▶ [AIM OF THE TASK]:
Quote every entry word for word.
SUPPLIED MATERIAL Start Marker
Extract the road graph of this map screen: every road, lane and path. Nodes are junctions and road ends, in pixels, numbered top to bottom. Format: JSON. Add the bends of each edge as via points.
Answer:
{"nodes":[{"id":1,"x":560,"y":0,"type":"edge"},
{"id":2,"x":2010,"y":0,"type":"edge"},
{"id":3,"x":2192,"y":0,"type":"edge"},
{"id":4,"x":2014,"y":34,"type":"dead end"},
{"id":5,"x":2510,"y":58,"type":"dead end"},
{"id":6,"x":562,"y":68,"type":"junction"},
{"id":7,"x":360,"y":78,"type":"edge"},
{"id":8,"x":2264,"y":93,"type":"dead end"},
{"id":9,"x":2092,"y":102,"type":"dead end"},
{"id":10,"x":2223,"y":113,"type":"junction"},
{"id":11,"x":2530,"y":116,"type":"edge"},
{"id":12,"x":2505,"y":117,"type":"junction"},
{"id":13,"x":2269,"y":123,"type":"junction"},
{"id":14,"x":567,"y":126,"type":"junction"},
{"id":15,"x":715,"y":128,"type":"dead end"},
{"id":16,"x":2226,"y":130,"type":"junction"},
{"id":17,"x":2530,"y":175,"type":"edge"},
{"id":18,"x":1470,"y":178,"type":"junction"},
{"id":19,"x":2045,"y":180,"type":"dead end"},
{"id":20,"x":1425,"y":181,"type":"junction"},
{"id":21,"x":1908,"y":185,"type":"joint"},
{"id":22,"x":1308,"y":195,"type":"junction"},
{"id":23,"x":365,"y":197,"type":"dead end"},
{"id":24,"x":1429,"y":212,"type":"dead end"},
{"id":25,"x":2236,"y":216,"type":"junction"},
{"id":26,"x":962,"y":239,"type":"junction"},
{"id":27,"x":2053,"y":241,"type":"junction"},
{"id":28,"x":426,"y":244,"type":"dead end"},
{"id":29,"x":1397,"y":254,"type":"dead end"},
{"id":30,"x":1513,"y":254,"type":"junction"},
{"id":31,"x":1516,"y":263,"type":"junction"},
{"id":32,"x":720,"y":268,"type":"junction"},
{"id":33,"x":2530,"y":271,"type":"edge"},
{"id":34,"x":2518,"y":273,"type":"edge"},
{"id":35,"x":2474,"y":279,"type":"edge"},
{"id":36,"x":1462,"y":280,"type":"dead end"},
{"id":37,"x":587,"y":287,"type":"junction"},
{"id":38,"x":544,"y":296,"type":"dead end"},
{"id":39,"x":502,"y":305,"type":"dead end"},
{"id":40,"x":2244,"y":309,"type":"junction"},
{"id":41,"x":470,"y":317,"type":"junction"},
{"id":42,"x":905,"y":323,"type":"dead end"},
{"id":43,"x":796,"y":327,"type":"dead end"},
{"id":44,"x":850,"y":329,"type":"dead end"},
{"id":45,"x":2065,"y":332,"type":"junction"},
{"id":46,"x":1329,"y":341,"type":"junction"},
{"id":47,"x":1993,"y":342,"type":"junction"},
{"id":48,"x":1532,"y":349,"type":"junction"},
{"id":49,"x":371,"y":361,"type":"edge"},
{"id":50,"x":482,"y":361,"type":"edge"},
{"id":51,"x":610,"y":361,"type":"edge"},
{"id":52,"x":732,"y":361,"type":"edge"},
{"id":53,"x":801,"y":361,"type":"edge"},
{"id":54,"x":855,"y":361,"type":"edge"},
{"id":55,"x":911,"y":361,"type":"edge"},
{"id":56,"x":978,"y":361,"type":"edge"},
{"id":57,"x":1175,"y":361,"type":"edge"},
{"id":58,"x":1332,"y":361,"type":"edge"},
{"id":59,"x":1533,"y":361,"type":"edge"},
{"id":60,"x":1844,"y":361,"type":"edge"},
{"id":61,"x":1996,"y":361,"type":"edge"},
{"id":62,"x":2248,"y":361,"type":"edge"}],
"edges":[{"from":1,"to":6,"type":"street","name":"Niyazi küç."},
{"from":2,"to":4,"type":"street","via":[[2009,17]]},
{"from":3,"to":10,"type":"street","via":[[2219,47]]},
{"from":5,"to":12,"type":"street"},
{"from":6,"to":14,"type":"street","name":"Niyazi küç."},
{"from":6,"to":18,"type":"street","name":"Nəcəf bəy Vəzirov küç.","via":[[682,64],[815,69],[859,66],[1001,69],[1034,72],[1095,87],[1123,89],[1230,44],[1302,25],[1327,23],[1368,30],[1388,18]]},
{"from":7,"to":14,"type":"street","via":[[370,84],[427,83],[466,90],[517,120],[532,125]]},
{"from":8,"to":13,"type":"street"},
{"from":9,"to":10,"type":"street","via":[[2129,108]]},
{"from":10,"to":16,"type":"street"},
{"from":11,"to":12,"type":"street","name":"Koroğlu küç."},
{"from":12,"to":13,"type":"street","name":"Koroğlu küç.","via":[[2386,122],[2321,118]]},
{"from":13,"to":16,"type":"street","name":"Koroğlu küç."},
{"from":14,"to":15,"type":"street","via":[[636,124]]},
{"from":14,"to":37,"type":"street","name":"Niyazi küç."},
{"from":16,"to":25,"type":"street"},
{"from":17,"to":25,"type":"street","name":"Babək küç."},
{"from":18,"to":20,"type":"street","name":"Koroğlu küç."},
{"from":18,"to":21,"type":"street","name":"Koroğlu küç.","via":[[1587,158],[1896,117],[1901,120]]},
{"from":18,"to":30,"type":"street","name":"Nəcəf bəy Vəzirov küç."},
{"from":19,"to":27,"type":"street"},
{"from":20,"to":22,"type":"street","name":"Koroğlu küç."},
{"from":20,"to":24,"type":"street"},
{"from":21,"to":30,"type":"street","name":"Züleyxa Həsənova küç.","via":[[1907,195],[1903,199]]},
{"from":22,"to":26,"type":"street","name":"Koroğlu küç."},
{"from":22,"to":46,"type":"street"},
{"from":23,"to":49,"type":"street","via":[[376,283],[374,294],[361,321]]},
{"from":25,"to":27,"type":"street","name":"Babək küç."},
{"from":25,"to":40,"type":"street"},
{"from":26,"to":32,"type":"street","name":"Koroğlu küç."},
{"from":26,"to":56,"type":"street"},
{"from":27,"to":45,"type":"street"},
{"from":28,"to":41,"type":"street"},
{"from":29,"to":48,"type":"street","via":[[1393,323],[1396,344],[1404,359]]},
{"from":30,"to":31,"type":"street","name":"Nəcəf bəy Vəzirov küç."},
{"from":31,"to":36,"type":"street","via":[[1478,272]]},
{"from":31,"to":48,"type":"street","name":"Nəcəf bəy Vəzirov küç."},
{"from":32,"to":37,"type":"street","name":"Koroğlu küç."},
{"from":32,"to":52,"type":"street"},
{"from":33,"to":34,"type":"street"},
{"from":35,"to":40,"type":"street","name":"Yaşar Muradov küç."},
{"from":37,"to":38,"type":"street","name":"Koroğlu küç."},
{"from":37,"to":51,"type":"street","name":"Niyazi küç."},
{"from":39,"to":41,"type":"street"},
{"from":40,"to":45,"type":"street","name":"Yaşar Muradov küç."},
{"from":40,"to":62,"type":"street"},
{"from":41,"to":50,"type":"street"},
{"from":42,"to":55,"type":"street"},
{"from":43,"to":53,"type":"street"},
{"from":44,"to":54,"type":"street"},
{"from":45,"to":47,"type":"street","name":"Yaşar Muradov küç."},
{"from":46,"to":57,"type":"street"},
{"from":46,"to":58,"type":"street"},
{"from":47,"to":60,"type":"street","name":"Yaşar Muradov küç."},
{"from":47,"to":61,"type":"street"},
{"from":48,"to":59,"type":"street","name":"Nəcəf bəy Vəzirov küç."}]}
SUPPLIED MATERIAL End Marker
▶ [OUTPUT BELOW]:
Extract the road graph of this map screen: every road, lane and path. Nodes are junctions and road ends, in pixels, numbered top to bottom. Format: JSON. Add the bends of each edge as via points.
Answer:
{"nodes":[{"id":1,"x":560,"y":0,"type":"edge"},
{"id":2,"x":2010,"y":0,"type":"edge"},
{"id":3,"x":2192,"y":0,"type":"edge"},
{"id":4,"x":2014,"y":34,"type":"dead end"},
{"id":5,"x":2510,"y":58,"type":"dead end"},
{"id":6,"x":562,"y":68,"type":"junction"},
{"id":7,"x":360,"y":78,"type":"edge"},
{"id":8,"x":2264,"y":93,"type":"dead end"},
{"id":9,"x":2092,"y":102,"type":"dead end"},
{"id":10,"x":2223,"y":113,"type":"junction"},
{"id":11,"x":2530,"y":116,"type":"edge"},
{"id":12,"x":2505,"y":117,"type":"junction"},
{"id":13,"x":2269,"y":123,"type":"junction"},
{"id":14,"x":567,"y":126,"type":"junction"},
{"id":15,"x":715,"y":128,"type":"dead end"},
{"id":16,"x":2226,"y":130,"type":"junction"},
{"id":17,"x":2530,"y":175,"type":"edge"},
{"id":18,"x":1470,"y":178,"type":"junction"},
{"id":19,"x":2045,"y":180,"type":"dead end"},
{"id":20,"x":1425,"y":181,"type":"junction"},
{"id":21,"x":1908,"y":185,"type":"joint"},
{"id":22,"x":1308,"y":195,"type":"junction"},
{"id":23,"x":365,"y":197,"type":"dead end"},
{"id":24,"x":1429,"y":212,"type":"dead end"},
{"id":25,"x":2236,"y":216,"type":"junction"},
{"id":26,"x":962,"y":239,"type":"junction"},
{"id":27,"x":2053,"y":241,"type":"junction"},
{"id":28,"x":426,"y":244,"type":"dead end"},
{"id":29,"x":1397,"y":254,"type":"dead end"},
{"id":30,"x":1513,"y":254,"type":"junction"},
{"id":31,"x":1516,"y":263,"type":"junction"},
{"id":32,"x":720,"y":268,"type":"junction"},
{"id":33,"x":2530,"y":271,"type":"edge"},
{"id":34,"x":2518,"y":273,"type":"edge"},
{"id":35,"x":2474,"y":279,"type":"edge"},
{"id":36,"x":1462,"y":280,"type":"dead end"},
{"id":37,"x":587,"y":287,"type":"junction"},
{"id":38,"x":544,"y":296,"type":"dead end"},
{"id":39,"x":502,"y":305,"type":"dead end"},
{"id":40,"x":2244,"y":309,"type":"junction"},
{"id":41,"x":470,"y":317,"type":"junction"},
{"id":42,"x":905,"y":323,"type":"dead end"},
{"id":43,"x":796,"y":327,"type":"dead end"},
{"id":44,"x":850,"y":329,"type":"dead end"},
{"id":45,"x":2065,"y":332,"type":"junction"},
{"id":46,"x":1329,"y":341,"type":"junction"},
{"id":47,"x":1993,"y":342,"type":"junction"},
{"id":48,"x":1532,"y":349,"type":"junction"},
{"id":49,"x":371,"y":361,"type":"edge"},
{"id":50,"x":482,"y":361,"type":"edge"},
{"id":51,"x":610,"y":361,"type":"edge"},
{"id":52,"x":732,"y":361,"type":"edge"},
{"id":53,"x":801,"y":361,"type":"edge"},
{"id":54,"x":855,"y":361,"type":"edge"},
{"id":55,"x":911,"y":361,"type":"edge"},
{"id":56,"x":978,"y":361,"type":"edge"},
{"id":57,"x":1175,"y":361,"type":"edge"},
{"id":58,"x":1332,"y":361,"type":"edge"},
{"id":59,"x":1533,"y":361,"type":"edge"},
{"id":60,"x":1844,"y":361,"type":"edge"},
{"id":61,"x":1996,"y":361,"type":"edge"},
{"id":62,"x":2248,"y":361,"type":"edge"}],
"edges":[{"from":1,"to":6,"type":"street","name":"Niyazi küç."},
{"from":2,"to":4,"type":"street","via":[[2009,17]]},
{"from":3,"to":10,"type":"street","via":[[2219,47]]},
{"from":5,"to":12,"type":"street"},
{"from":6,"to":14,"type":"street","name":"Niyazi küç."},
{"from":6,"to":18,"type":"street","name":"Nəcəf bəy Vəzirov küç.","via":[[682,64],[815,69],[859,66],[1001,69],[1034,72],[1095,87],[1123,89],[1230,44],[1302,25],[1327,23],[1368,30],[1388,18]]},
{"from":7,"to":14,"type":"street","via":[[370,84],[427,83],[466,90],[517,120],[532,125]]},
{"from":8,"to":13,"type":"street"},
{"from":9,"to":10,"type":"street","via":[[2129,108]]},
{"from":10,"to":16,"type":"street"},
{"from":11,"to":12,"type":"street","name":"Koroğlu küç."},
{"from":12,"to":13,"type":"street","name":"Koroğlu küç.","via":[[2386,122],[2321,118]]},
{"from":13,"to":16,"type":"street","name":"Koroğlu küç."},
{"from":14,"to":15,"type":"street","via":[[636,124]]},
{"from":14,"to":37,"type":"street","name":"Niyazi küç."},
{"from":16,"to":25,"type":"street"},
{"from":17,"to":25,"type":"street","name":"Babək küç."},
{"from":18,"to":20,"type":"street","name":"Koroğlu küç."},
{"from":18,"to":21,"type":"street","name":"Koroğlu küç.","via":[[1587,158],[1896,117],[1901,120]]},
{"from":18,"to":30,"type":"street","name":"Nəcəf bəy Vəzirov küç."},
{"from":19,"to":27,"type":"street"},
{"from":20,"to":22,"type":"street","name":"Koroğlu küç."},
{"from":20,"to":24,"type":"street"},
{"from":21,"to":30,"type":"street","name":"Züleyxa Həsənova küç.","via":[[1907,195],[1903,199]]},
{"from":22,"to":26,"type":"street","name":"Koroğlu küç."},
{"from":22,"to":46,"type":"street"},
{"from":23,"to":49,"type":"street","via":[[376,283],[374,294],[361,321]]},
{"from":25,"to":27,"type":"street","name":"Babək küç."},
{"from":25,"to":40,"type":"street"},
{"from":26,"to":32,"type":"street","name":"Koroğlu küç."},
{"from":26,"to":56,"type":"street"},
{"from":27,"to":45,"type":"street"},
{"from":28,"to":41,"type":"street"},
{"from":29,"to":48,"type":"street","via":[[1393,323],[1396,344],[1404,359]]},
{"from":30,"to":31,"type":"street","name":"Nəcəf bəy Vəzirov küç."},
{"from":31,"to":36,"type":"street","via":[[1478,272]]},
{"from":31,"to":48,"type":"street","name":"Nəcəf bəy Vəzirov küç."},
{"from":32,"to":37,"type":"street","name":"Koroğlu küç."},
{"from":32,"to":52,"type":"street"},
{"from":33,"to":34,"type":"street"},
{"from":35,"to":40,"type":"street","name":"Yaşar Muradov küç."},
{"from":37,"to":38,"type":"street","name":"Koroğlu küç."},
{"from":37,"to":51,"type":"street","name":"Niyazi küç."},
{"from":39,"to":41,"type":"street"},
{"from":40,"to":45,"type":"street","name":"Yaşar Muradov küç."},
{"from":40,"to":62,"type":"street"},
{"from":41,"to":50,"type":"street"},
{"from":42,"to":55,"type":"street"},
{"from":43,"to":53,"type":"street"},
{"from":44,"to":54,"type":"street"},
{"from":45,"to":47,"type":"street","name":"Yaşar Muradov küç."},
{"from":46,"to":57,"type":"street"},
{"from":46,"to":58,"type":"street"},
{"from":47,"to":60,"type":"street","name":"Yaşar Muradov küç."},
{"from":47,"to":61,"type":"street"},
{"from":48,"to":59,"type":"street","name":"Nəcəf bəy Vəzirov küç."}]}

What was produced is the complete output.